Karrabing Film Collective

Karrabing Film Collective, an Indigenous media group based in Australia’s Northern Territory, uses filmmaking and installation as a form of grassroots resistance and self-organisation. The collective includes approximately 30 members –predominantly living in the Belyuen community – who create films and accompanying art installations together using an “improvisational realism” that opens a space beyond binaries of the fictional and the documentary, the past and the present. Meaning “low tide” in the Emmiyengal language, “karrabing” refers to a form of collective outside of government-imposed strictures of clanship or land ownership. Shot on handheld cameras and phones, most of Karrabing’s films dramatise and satirise the daily scenarios and obstacles that collective members face in their various interactions with corporate and state entities.

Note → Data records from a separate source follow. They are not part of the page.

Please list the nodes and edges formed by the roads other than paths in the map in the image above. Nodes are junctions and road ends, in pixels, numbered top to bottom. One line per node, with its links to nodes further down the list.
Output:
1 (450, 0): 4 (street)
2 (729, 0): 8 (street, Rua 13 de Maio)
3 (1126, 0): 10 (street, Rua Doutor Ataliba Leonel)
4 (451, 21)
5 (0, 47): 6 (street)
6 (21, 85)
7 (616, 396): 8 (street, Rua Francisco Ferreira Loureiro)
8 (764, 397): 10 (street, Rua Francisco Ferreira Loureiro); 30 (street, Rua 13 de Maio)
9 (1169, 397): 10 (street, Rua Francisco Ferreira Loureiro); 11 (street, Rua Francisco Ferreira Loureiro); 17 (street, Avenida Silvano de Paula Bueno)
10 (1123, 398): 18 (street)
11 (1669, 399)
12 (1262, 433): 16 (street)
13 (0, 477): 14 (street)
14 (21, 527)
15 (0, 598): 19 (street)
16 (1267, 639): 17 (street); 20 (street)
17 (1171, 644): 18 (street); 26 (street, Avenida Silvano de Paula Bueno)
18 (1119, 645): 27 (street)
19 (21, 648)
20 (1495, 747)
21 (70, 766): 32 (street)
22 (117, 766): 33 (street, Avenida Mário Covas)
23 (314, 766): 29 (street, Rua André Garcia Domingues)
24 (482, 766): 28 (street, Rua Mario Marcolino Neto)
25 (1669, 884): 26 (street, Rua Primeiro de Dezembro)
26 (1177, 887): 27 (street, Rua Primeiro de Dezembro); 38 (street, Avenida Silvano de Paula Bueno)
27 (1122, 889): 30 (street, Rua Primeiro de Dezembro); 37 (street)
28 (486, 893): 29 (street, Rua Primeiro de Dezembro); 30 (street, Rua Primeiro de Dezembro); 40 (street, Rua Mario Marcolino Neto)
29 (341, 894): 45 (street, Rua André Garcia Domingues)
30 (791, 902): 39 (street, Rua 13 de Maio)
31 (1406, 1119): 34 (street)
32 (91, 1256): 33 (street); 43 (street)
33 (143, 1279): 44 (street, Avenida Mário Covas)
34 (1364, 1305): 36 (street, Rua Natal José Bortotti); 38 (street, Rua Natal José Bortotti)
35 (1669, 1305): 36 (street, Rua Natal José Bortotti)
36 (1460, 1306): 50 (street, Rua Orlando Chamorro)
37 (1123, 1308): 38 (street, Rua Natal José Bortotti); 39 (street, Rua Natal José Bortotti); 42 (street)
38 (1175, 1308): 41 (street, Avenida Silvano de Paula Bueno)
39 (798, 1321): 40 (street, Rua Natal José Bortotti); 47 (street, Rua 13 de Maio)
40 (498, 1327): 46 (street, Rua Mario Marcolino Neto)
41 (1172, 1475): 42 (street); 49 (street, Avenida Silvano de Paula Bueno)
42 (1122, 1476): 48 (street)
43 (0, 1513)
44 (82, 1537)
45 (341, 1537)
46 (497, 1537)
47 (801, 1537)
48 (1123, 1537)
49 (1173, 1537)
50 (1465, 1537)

Composing webs of nonlinear narratives that touch on cultural memory, place and ancestry by freely jumping in time and place, Karrabing exposes and intervenes into the longstanding facets of colonial violence that impact members directly, such as environmental devastation, land restrictions and economic exploitation. The Karrabing Film Collective has presented its work at IMA Brisbane; MoMA-PS1, Van Abbemuseum, Eindhoven; Institut fur Auslandsbeziehungen, Berlin; Jakarta Biennale; Centre Pompidou, Paris; e-flux, New York; Wexner Center for the Arts, Columbus, Ohio; Tate Modern, London; Documenta 14, Kassel; the Melbourne International Film Festival; Berlinale, Forum Expanded; and Biennale of Sydney; Center for Contemporary Arts, Shanghai among others. They have received numerous prizes and commissions including 2021 Eye Award, Eye Filmmuseum, Amsterdam; 2020 Special Mention, Film Victoria Erwin Rado Award for Best Australian Short Film for “Day in the Life”, MIFF; 2015 Visible Award; and the 2015 Cinema Nova Award Best Short Fiction Film, Melbourne International Film Festival.